Tencent’s Keen Lab Exposes Malware Vulnerability In iPhone 7
The security team at Apple is surely busy from patching the scary KRACK vulnerabilities that exposed WiFi encryption earlier revealed in October 2017. Another hack that researchers have brought to the front is one that takes advantage of four bugs to run malware on iPhone 7. These are devices running the latest iOS 11.1, again via Wi-Fi.
This hack was shown to the world by Tencent’s Keen Lab, and the hack was a winner at the Mobile Pwn2Own hacking contest run by Trend Micro’s ZDI Initiative in Tokyo, where the researchers were given $110,000 for their successful exploits.

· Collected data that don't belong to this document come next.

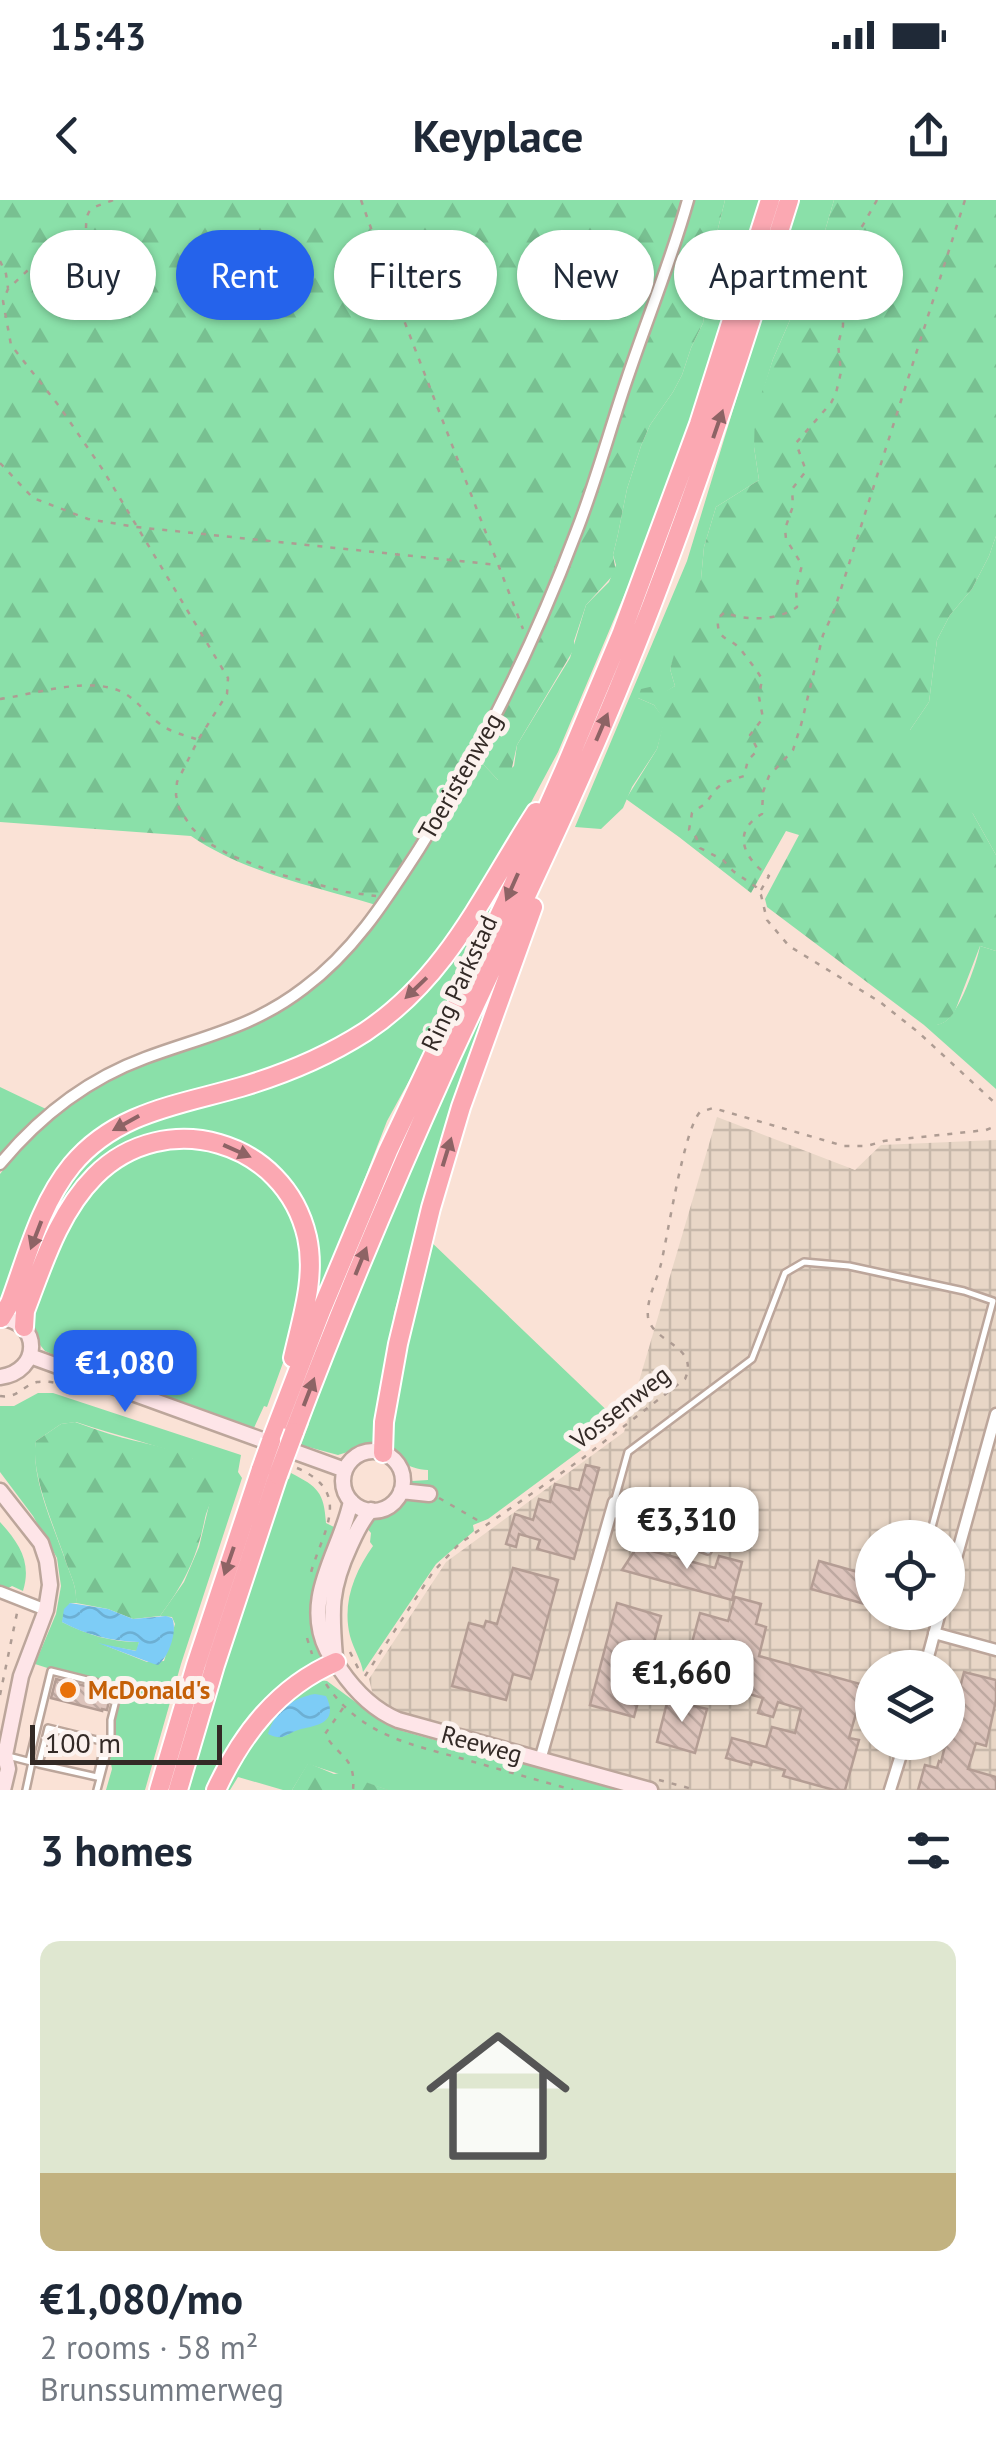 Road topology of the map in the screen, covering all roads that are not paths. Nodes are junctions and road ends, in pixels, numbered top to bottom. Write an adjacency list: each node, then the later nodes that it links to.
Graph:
1 (688, 200): 6 (street, Toeristenweg)
2 (770, 200): 4 (highway, Ring Parkstad)
3 (789, 200): 5 (highway, Ring Parkstad, one-way to 3)
4 (566, 766): 8 (highway, one-way to 8); 13 (highway, Ring Parkstad, one-way to 13)
5 (564, 817): 13 (highway, Ring Parkstad, one-way to 5); 14 (highway, one-way to 5)
6 (0, 1164)
7 (994, 1301): 21 (lane); 23 (lane)
8 (0, 1318): 9 (street)
9 (24, 1327): 10 (street); 13 (highway, one-way to 13)
10 (30, 1356): 11 (street); 16 (street)
11 (0, 1376)
12 (996, 1414): 24 (street)
13 (286, 1429): 15 (highway, Ring Parkstad, bridge)
14 (383, 1453): 16 (street); 17 (street)
15 (275, 1469): 40 (highway, Ring Parkstad, one-way to 40); 41 (highway, Ring Parkstad)
16 (345, 1470): 20 (street)
17 (400, 1491): 19 (street); 22 (street)
18 (0, 1492): 27 (street)
19 (429, 1494)
20 (350, 1501): 22 (street); 32 (street, Reeweg)
21 (613, 1508): 25 (lane); 34 (street)
22 (371, 1510): 32 (street)
23 (933, 1520)
24 (965, 1526)
25 (708, 1552)
26 (0, 1592): 27 (street)
27 (46, 1610): 33 (street)
28 (935, 1630): 29 (street)
29 (934, 1633): 30 (street); 31 (street)
30 (930, 1650)
31 (996, 1650)
32 (342, 1655): 34 (street, Reeweg); 42 (highway)
33 (3, 1759): 36 (lane); 37 (street)
34 (540, 1760): 43 (street, Reeweg)
35 (899, 1760): 44 (street)
36 (34, 1762): 36 (lane); 38 (lane); 39 (lane)
37 (3, 1790)
38 (26, 1790)
39 (97, 1790)
40 (159, 1790)
41 (178, 1790)
42 (216, 1790)
43 (650, 1790)
44 (890, 1790) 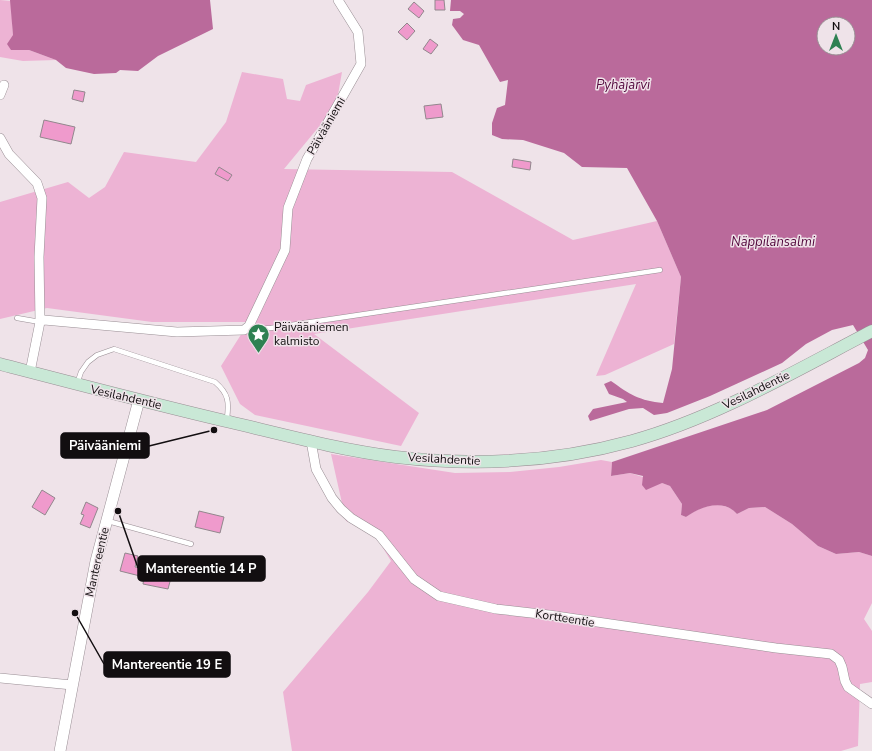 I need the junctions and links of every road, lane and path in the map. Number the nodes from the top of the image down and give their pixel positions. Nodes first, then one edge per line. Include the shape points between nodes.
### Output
1 (338, 0) edge
2 (4, 85) dead end
3 (0, 95) edge
4 (0, 138) edge
5 (660, 270) dead end
6 (16, 318) dead end
7 (40, 322) junction
8 (244, 330) junction
9 (872, 330) edge
10 (0, 364) edge
11 (30, 372) junction
12 (77, 385) junction
13 (139, 400) junction
14 (226, 421) junction
15 (311, 441) junction
16 (106, 521) junction
17 (191, 544) dead end
18 (0, 678) edge
19 (72, 685) junction
20 (872, 704) edge
21 (60, 751) edge

1 - 8 street, Päivääniemi via 358,32 361,64 307,159 288,208 285,250 249,326
2 - 3 street
4 - 7 street via 9,154 37,183 42,198 39,257
5 - 8 lane
6 - 7 lane
7 - 8 street via 44,320 177,332
7 - 11 street
9 - 15 main road, Vesilahdentie via 739,400 701,417 633,440 594,449 512,461 465,462 396,457
10 - 11 main road, Vesilahdentie
11 - 12 main road, Vesilahdentie
12 - 13 main road, Vesilahdentie
12 - 14 lane via 81,372 88,362 97,355 114,349 215,382 224,390 228,404
13 - 14 main road, Vesilahdentie
13 - 16 street, Mantereentie
14 - 15 main road, Vesilahdentie
15 - 20 street, Kortteentie via 316,469 341,509 379,535 414,579 439,596 496,609 831,654 839,660 848,687
16 - 17 lane
16 - 19 street, Mantereentie
18 - 19 street
19 - 21 street, Mantereentie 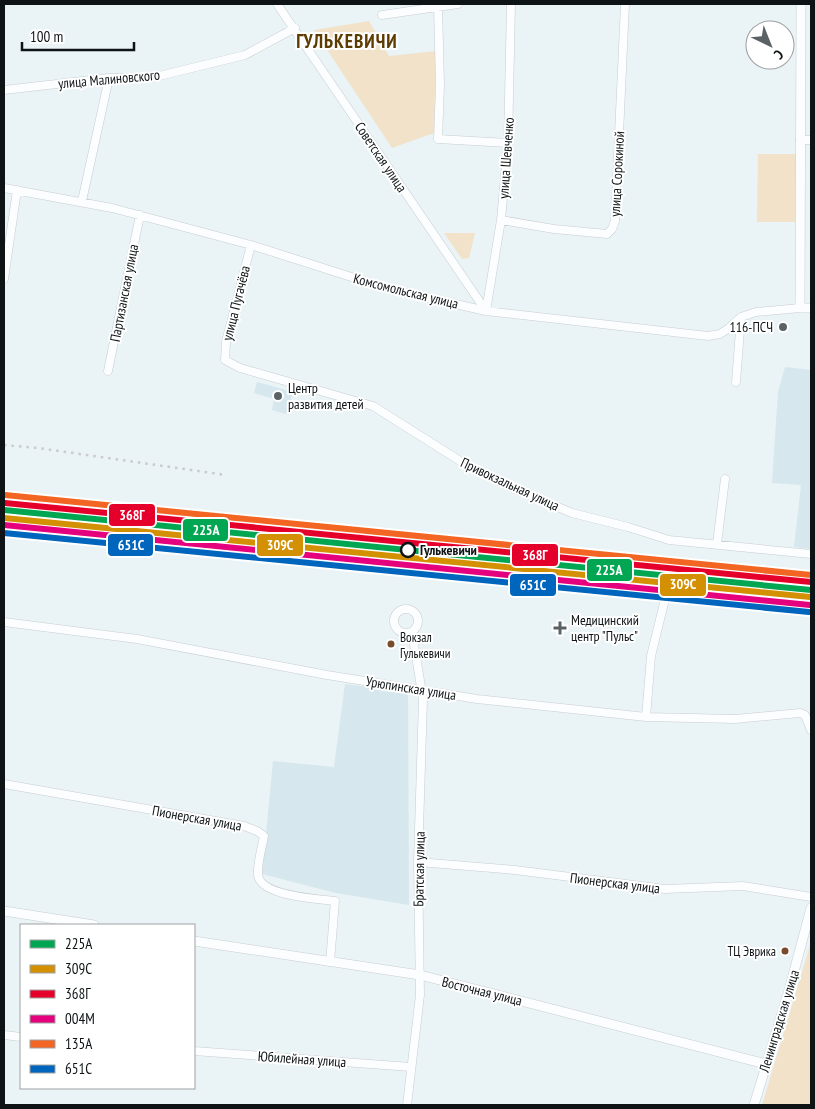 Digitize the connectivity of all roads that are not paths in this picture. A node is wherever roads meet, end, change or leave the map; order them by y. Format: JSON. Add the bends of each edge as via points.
{"nodes":[{"id":1,"x":277,"y":4,"type":"edge"},
{"id":2,"x":458,"y":4,"type":"edge"},
{"id":3,"x":511,"y":4,"type":"edge"},
{"id":4,"x":625,"y":4,"type":"edge"},
{"id":5,"x":801,"y":4,"type":"edge"},
{"id":6,"x":438,"y":6,"type":"junction"},
{"id":7,"x":382,"y":15,"type":"dead end"},
{"id":8,"x":295,"y":28,"type":"junction"},
{"id":9,"x":109,"y":78,"type":"junction"},
{"id":10,"x":4,"y":90,"type":"edge"},
{"id":11,"x":800,"y":140,"type":"junction"},
{"id":12,"x":811,"y":140,"type":"edge"},
{"id":13,"x":508,"y":144,"type":"junction"},
{"id":14,"x":4,"y":188,"type":"edge"},
{"id":15,"x":18,"y":190,"type":"junction"},
{"id":16,"x":82,"y":201,"type":"junction"},
{"id":17,"x":140,"y":215,"type":"junction"},
{"id":18,"x":501,"y":220,"type":"junction"},
{"id":19,"x":251,"y":245,"type":"junction"},
{"id":20,"x":4,"y":279,"type":"edge"},
{"id":21,"x":800,"y":308,"type":"junction"},
{"id":22,"x":811,"y":308,"type":"edge"},
{"id":23,"x":486,"y":311,"type":"junction"},
{"id":24,"x":741,"y":317,"type":"junction"},
{"id":25,"x":225,"y":360,"type":"joint"},
{"id":26,"x":108,"y":371,"type":"dead end"},
{"id":27,"x":736,"y":382,"type":"dead end"},
{"id":28,"x":725,"y":479,"type":"dead end"},
{"id":29,"x":716,"y":544,"type":"junction"},
{"id":30,"x":811,"y":554,"type":"edge"},
{"id":31,"x":665,"y":599,"type":"dead end"},
{"id":32,"x":4,"y":622,"type":"edge"},
{"id":33,"x":412,"y":632,"type":"dead end"},
{"id":34,"x":422,"y":689,"type":"junction"},
{"id":35,"x":646,"y":716,"type":"junction"},
{"id":36,"x":811,"y":730,"type":"edge"},
{"id":37,"x":4,"y":784,"type":"edge"},
{"id":38,"x":418,"y":862,"type":"junction"},
{"id":39,"x":811,"y":897,"type":"edge"},
{"id":40,"x":811,"y":908,"type":"edge"},
{"id":41,"x":4,"y":911,"type":"edge"},
{"id":42,"x":88,"y":924,"type":"edge"},
{"id":43,"x":195,"y":941,"type":"edge"},
{"id":44,"x":330,"y":962,"type":"junction"},
{"id":45,"x":420,"y":975,"type":"junction"},
{"id":46,"x":4,"y":1035,"type":"edge"},
{"id":47,"x":20,"y":1037,"type":"edge"},
{"id":48,"x":195,"y":1051,"type":"edge"},
{"id":49,"x":766,"y":1064,"type":"junction"},
{"id":50,"x":411,"y":1067,"type":"junction"},
{"id":51,"x":407,"y":1105,"type":"edge"},
{"id":52,"x":754,"y":1105,"type":"edge"}],
"edges":[{"from":1,"to":8,"type":"street","name":"Советская улица"},
{"from":2,"to":6,"type":"street"},
{"from":3,"to":13,"type":"street","name":"улица Шевченко"},
{"from":4,"to":18,"type":"street","name":"улица Сорокиной","via":[[615,221],[612,229],[607,234]]},
{"from":5,"to":11,"type":"street"},
{"from":6,"to":7,"type":"street"},
{"from":6,"to":13,"type":"street","via":[[438,139]]},
{"from":8,"to":9,"type":"street","name":"улица Малиновского","via":[[245,55],[155,77]]},
{"from":8,"to":23,"type":"street","name":"Советская улица"},
{"from":9,"to":10,"type":"street","name":"улица Малиновского"},
{"from":9,"to":16,"type":"street"},
{"from":11,"to":12,"type":"street"},
{"from":11,"to":21,"type":"street"},
{"from":13,"to":18,"type":"street","name":"улица Шевченко"},
{"from":14,"to":15,"type":"street","name":"Комсомольская улица"},
{"from":15,"to":16,"type":"street","name":"Комсомольская улица"},
{"from":15,"to":20,"type":"street"},
{"from":16,"to":17,"type":"street","name":"Комсомольская улица"},
{"from":17,"to":19,"type":"street","name":"Комсомольская улица"},
{"from":17,"to":26,"type":"street","name":"Партизанская улица"},
{"from":18,"to":23,"type":"street","name":"улица Шевченко"},
{"from":19,"to":23,"type":"street","name":"Комсомольская улица","via":[[386,288]]},
{"from":19,"to":25,"type":"street","name":"улица Пугачёва","via":[[226,342]]},
{"from":21,"to":22,"type":"street","name":"Комсомольская улица"},
{"from":21,"to":24,"type":"street","name":"Комсомольская улица","via":[[762,310]]},
{"from":23,"to":24,"type":"street","name":"Комсомольская улица","via":[[708,336],[720,334]]},
{"from":24,"to":27,"type":"street"},
{"from":25,"to":29,"type":"street","name":"Привокзальная улица","via":[[240,368],[373,406],[468,466],[572,513],[669,540]]},
{"from":28,"to":29,"type":"street"},
{"from":29,"to":30,"type":"street","name":"Привокзальная улица"},
{"from":31,"to":35,"type":"street","via":[[651,656]]},
{"from":32,"to":34,"type":"street","name":"Урюпинская улица","via":[[138,639],[327,675]]},
{"from":33,"to":34,"type":"street","name":"Братская улица"},
{"from":34,"to":35,"type":"street","name":"Урюпинская улица","via":[[477,699]]},
{"from":34,"to":38,"type":"street","name":"Братская улица"},
{"from":35,"to":36,"type":"street","name":"Урюпинская улица","via":[[735,719],[800,713],[805,715]]},
{"from":37,"to":44,"type":"street","name":"Пионерская улица","via":[[258,831],[264,836],[258,876],[262,885],[274,892],[335,901]]},
{"from":38,"to":39,"type":"street","name":"Пионерская улица","via":[[515,870],[665,889],[743,886]]},
{"from":38,"to":45,"type":"street","name":"Братская улица"},
{"from":40,"to":49,"type":"street","name":"Ленинградская улица"},
{"from":41,"to":42,"type":"street"},
{"from":43,"to":44,"type":"street","name":"Восточная улица"},
{"from":44,"to":45,"type":"street","name":"Восточная улица"},
{"from":45,"to":49,"type":"street","name":"Восточная улица"},
{"from":45,"to":50,"type":"street","name":"Братская улица"},
{"from":46,"to":47,"type":"street"},
{"from":48,"to":50,"type":"street","name":"Юбилейная улица"},
{"from":49,"to":52,"type":"street","name":"Ленинградская улица"},
{"from":50,"to":51,"type":"street","name":"Братская улица"}]}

The Keen Lab also earned another $45,000 by using two bugs to exploit Apple’s Safari browser on an iPhone 7. Another $100,000 for an attack on the Huawei baseband processor in the Chinese manufacturer’s Mate9 Pro device.
Read: KRACK: Researcher Discovers Flaws In WPA2 Authentication
No specific information about the malware has been disclosed officially. While speaking to Forbes, spokesperson for the team said,
“The phone connects to a Wi-Fi network and a malicious app is installed. Sensitive information can be exfiltrated from the targeted device.”
Apple, however, has been informed about the vulnerability. They have 90 days to fix them or offer a valid reason for not addressing them, according to Trend. Otherwise Trend will be publishing its own limited advisory.
Read: New Internet of Things Botnet Threatening to Take Down the Internet
It is suggested that users should update to the latest operating system. Even if this won’t protect them from the weaknesses exposed at Pwn2Own. Apple, in the mean time, has patched a slew of weaknesses with iOS 11.1, which include 13 memory corruption bugs, most of which were uncovered by Google Project Zero staffer Ivan Fratric that could’ve allowed hackers to run malicious code on an iPhone.